**WHAT THE TASK ASKS:**
Nothing in the records may be altered. Repeat them in full.
(Beginning of DATA PROVIDED)
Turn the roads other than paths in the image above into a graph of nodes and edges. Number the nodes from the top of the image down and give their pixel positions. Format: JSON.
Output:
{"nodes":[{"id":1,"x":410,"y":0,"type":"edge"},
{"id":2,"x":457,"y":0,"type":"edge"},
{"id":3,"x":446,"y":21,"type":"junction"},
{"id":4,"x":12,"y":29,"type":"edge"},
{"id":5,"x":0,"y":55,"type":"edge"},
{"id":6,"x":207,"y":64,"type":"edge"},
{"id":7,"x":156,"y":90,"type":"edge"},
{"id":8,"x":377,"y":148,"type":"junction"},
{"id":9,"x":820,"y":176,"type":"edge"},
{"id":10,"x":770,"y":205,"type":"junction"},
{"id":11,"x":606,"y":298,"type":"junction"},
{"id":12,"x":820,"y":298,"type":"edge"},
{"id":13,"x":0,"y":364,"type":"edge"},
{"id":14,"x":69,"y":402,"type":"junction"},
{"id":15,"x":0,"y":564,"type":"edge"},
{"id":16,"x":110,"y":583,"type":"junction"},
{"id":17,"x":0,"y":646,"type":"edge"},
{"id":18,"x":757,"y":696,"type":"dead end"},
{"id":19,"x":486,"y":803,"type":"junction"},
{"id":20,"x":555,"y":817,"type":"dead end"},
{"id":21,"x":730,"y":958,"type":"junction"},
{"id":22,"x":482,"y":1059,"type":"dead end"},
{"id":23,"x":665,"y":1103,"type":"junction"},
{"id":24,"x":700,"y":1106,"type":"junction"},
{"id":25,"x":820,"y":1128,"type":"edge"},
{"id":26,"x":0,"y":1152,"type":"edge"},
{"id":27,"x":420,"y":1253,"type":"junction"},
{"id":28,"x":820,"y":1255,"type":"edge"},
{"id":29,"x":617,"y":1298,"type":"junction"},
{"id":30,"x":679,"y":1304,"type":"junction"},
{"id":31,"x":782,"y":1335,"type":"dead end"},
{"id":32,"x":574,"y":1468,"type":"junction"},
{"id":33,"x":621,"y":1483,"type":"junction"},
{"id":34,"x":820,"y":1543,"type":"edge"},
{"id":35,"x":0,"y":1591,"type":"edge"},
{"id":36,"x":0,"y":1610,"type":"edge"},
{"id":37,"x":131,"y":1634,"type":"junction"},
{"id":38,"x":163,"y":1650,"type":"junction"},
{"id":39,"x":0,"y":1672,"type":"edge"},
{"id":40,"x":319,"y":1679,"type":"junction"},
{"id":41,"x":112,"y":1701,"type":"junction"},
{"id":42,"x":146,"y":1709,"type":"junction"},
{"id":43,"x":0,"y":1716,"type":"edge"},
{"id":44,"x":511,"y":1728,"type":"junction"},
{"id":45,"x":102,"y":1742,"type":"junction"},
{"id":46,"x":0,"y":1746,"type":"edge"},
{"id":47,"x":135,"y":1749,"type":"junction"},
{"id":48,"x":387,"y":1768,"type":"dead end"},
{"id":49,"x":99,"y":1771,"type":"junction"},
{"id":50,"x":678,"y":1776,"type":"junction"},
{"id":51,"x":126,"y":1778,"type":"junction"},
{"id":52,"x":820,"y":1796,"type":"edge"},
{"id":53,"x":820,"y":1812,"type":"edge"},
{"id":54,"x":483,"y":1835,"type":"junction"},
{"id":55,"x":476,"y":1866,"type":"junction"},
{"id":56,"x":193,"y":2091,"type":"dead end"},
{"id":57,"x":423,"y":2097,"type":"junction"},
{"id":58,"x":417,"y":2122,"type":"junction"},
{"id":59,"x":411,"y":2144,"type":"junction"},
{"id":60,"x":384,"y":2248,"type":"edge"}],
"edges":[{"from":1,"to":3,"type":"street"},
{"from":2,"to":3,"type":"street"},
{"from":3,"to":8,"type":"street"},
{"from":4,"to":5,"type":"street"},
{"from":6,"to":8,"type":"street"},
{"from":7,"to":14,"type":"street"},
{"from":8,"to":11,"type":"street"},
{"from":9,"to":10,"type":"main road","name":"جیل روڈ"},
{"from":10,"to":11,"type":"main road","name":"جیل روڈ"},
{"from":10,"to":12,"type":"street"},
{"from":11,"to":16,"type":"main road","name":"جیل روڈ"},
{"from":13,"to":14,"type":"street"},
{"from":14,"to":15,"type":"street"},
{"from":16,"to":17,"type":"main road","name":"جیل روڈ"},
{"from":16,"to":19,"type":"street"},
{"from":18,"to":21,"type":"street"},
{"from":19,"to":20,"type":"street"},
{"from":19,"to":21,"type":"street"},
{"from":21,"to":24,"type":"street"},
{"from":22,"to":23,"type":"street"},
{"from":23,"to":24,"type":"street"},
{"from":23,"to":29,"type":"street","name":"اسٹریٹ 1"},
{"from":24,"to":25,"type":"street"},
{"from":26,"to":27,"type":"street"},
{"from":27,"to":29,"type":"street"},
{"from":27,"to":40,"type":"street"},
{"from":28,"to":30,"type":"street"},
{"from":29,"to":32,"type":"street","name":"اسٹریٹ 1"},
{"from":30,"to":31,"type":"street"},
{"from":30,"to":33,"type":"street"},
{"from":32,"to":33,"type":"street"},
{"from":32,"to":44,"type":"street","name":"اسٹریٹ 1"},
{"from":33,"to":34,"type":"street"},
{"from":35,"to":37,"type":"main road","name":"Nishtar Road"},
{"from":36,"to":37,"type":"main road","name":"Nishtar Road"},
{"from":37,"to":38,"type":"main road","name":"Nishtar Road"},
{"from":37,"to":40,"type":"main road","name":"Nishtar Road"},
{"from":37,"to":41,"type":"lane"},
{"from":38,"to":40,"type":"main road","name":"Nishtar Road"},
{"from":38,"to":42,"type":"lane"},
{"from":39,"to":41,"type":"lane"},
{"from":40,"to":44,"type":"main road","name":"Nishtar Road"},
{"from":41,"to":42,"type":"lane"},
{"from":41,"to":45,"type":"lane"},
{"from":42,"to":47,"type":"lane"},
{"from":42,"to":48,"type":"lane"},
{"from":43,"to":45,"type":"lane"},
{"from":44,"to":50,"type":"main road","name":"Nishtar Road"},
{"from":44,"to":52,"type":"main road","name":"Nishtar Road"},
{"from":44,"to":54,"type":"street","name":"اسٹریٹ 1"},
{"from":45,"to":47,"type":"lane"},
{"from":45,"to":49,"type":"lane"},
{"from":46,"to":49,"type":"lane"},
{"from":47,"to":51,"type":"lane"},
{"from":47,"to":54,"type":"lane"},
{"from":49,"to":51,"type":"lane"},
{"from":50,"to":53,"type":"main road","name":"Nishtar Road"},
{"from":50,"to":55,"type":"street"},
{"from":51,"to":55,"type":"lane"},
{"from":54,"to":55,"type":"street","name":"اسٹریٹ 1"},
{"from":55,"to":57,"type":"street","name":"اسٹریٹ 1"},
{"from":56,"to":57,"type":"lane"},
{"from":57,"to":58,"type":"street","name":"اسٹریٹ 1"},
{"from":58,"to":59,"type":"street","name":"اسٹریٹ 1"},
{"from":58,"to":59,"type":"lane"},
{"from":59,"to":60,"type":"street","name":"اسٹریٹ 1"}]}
(End of DATA PROVIDED)
**SOLUTION FOR THIS TASK:**
Turn the roads other than paths in the image above into a graph of nodes and edges. Number the nodes from the top of the image down and give their pixel positions. Format: JSON.
Output:
{"nodes":[{"id":1,"x":410,"y":0,"type":"edge"},
{"id":2,"x":457,"y":0,"type":"edge"},
{"id":3,"x":446,"y":21,"type":"junction"},
{"id":4,"x":12,"y":29,"type":"edge"},
{"id":5,"x":0,"y":55,"type":"edge"},
{"id":6,"x":207,"y":64,"type":"edge"},
{"id":7,"x":156,"y":90,"type":"edge"},
{"id":8,"x":377,"y":148,"type":"junction"},
{"id":9,"x":820,"y":176,"type":"edge"},
{"id":10,"x":770,"y":205,"type":"junction"},
{"id":11,"x":606,"y":298,"type":"junction"},
{"id":12,"x":820,"y":298,"type":"edge"},
{"id":13,"x":0,"y":364,"type":"edge"},
{"id":14,"x":69,"y":402,"type":"junction"},
{"id":15,"x":0,"y":564,"type":"edge"},
{"id":16,"x":110,"y":583,"type":"junction"},
{"id":17,"x":0,"y":646,"type":"edge"},
{"id":18,"x":757,"y":696,"type":"dead end"},
{"id":19,"x":486,"y":803,"type":"junction"},
{"id":20,"x":555,"y":817,"type":"dead end"},
{"id":21,"x":730,"y":958,"type":"junction"},
{"id":22,"x":482,"y":1059,"type":"dead end"},
{"id":23,"x":665,"y":1103,"type":"junction"},
{"id":24,"x":700,"y":1106,"type":"junction"},
{"id":25,"x":820,"y":1128,"type":"edge"},
{"id":26,"x":0,"y":1152,"type":"edge"},
{"id":27,"x":420,"y":1253,"type":"junction"},
{"id":28,"x":820,"y":1255,"type":"edge"},
{"id":29,"x":617,"y":1298,"type":"junction"},
{"id":30,"x":679,"y":1304,"type":"junction"},
{"id":31,"x":782,"y":1335,"type":"dead end"},
{"id":32,"x":574,"y":1468,"type":"junction"},
{"id":33,"x":621,"y":1483,"type":"junction"},
{"id":34,"x":820,"y":1543,"type":"edge"},
{"id":35,"x":0,"y":1591,"type":"edge"},
{"id":36,"x":0,"y":1610,"type":"edge"},
{"id":37,"x":131,"y":1634,"type":"junction"},
{"id":38,"x":163,"y":1650,"type":"junction"},
{"id":39,"x":0,"y":1672,"type":"edge"},
{"id":40,"x":319,"y":1679,"type":"junction"},
{"id":41,"x":112,"y":1701,"type":"junction"},
{"id":42,"x":146,"y":1709,"type":"junction"},
{"id":43,"x":0,"y":1716,"type":"edge"},
{"id":44,"x":511,"y":1728,"type":"junction"},
{"id":45,"x":102,"y":1742,"type":"junction"},
{"id":46,"x":0,"y":1746,"type":"edge"},
{"id":47,"x":135,"y":1749,"type":"junction"},
{"id":48,"x":387,"y":1768,"type":"dead end"},
{"id":49,"x":99,"y":1771,"type":"junction"},
{"id":50,"x":678,"y":1776,"type":"junction"},
{"id":51,"x":126,"y":1778,"type":"junction"},
{"id":52,"x":820,"y":1796,"type":"edge"},
{"id":53,"x":820,"y":1812,"type":"edge"},
{"id":54,"x":483,"y":1835,"type":"junction"},
{"id":55,"x":476,"y":1866,"type":"junction"},
{"id":56,"x":193,"y":2091,"type":"dead end"},
{"id":57,"x":423,"y":2097,"type":"junction"},
{"id":58,"x":417,"y":2122,"type":"junction"},
{"id":59,"x":411,"y":2144,"type":"junction"},
{"id":60,"x":384,"y":2248,"type":"edge"}],
"edges":[{"from":1,"to":3,"type":"street"},
{"from":2,"to":3,"type":"street"},
{"from":3,"to":8,"type":"street"},
{"from":4,"to":5,"type":"street"},
{"from":6,"to":8,"type":"street"},
{"from":7,"to":14,"type":"street"},
{"from":8,"to":11,"type":"street"},
{"from":9,"to":10,"type":"main road","name":"جیل روڈ"},
{"from":10,"to":11,"type":"main road","name":"جیل روڈ"},
{"from":10,"to":12,"type":"street"},
{"from":11,"to":16,"type":"main road","name":"جیل روڈ"},
{"from":13,"to":14,"type":"street"},
{"from":14,"to":15,"type":"street"},
{"from":16,"to":17,"type":"main road","name":"جیل روڈ"},
{"from":16,"to":19,"type":"street"},
{"from":18,"to":21,"type":"street"},
{"from":19,"to":20,"type":"street"},
{"from":19,"to":21,"type":"street"},
{"from":21,"to":24,"type":"street"},
{"from":22,"to":23,"type":"street"},
{"from":23,"to":24,"type":"street"},
{"from":23,"to":29,"type":"street","name":"اسٹریٹ 1"},
{"from":24,"to":25,"type":"street"},
{"from":26,"to":27,"type":"street"},
{"from":27,"to":29,"type":"street"},
{"from":27,"to":40,"type":"street"},
{"from":28,"to":30,"type":"street"},
{"from":29,"to":32,"type":"street","name":"اسٹریٹ 1"},
{"from":30,"to":31,"type":"street"},
{"from":30,"to":33,"type":"street"},
{"from":32,"to":33,"type":"street"},
{"from":32,"to":44,"type":"street","name":"اسٹریٹ 1"},
{"from":33,"to":34,"type":"street"},
{"from":35,"to":37,"type":"main road","name":"Nishtar Road"},
{"from":36,"to":37,"type":"main road","name":"Nishtar Road"},
{"from":37,"to":38,"type":"main road","name":"Nishtar Road"},
{"from":37,"to":40,"type":"main road","name":"Nishtar Road"},
{"from":37,"to":41,"type":"lane"},
{"from":38,"to":40,"type":"main road","name":"Nishtar Road"},
{"from":38,"to":42,"type":"lane"},
{"from":39,"to":41,"type":"lane"},
{"from":40,"to":44,"type":"main road","name":"Nishtar Road"},
{"from":41,"to":42,"type":"lane"},
{"from":41,"to":45,"type":"lane"},
{"from":42,"to":47,"type":"lane"},
{"from":42,"to":48,"type":"lane"},
{"from":43,"to":45,"type":"lane"},
{"from":44,"to":50,"type":"main road","name":"Nishtar Road"},
{"from":44,"to":52,"type":"main road","name":"Nishtar Road"},
{"from":44,"to":54,"type":"street","name":"اسٹریٹ 1"},
{"from":45,"to":47,"type":"lane"},
{"from":45,"to":49,"type":"lane"},
{"from":46,"to":49,"type":"lane"},
{"from":47,"to":51,"type":"lane"},
{"from":47,"to":54,"type":"lane"},
{"from":49,"to":51,"type":"lane"},
{"from":50,"to":53,"type":"main road","name":"Nishtar Road"},
{"from":50,"to":55,"type":"street"},
{"from":51,"to":55,"type":"lane"},
{"from":54,"to":55,"type":"street","name":"اسٹریٹ 1"},
{"from":55,"to":57,"type":"street","name":"اسٹریٹ 1"},
{"from":56,"to":57,"type":"lane"},
{"from":57,"to":58,"type":"street","name":"اسٹریٹ 1"},
{"from":58,"to":59,"type":"street","name":"اسٹریٹ 1"},
{"from":58,"to":59,"type":"lane"},
{"from":59,"to":60,"type":"street","name":"اسٹریٹ 1"}]}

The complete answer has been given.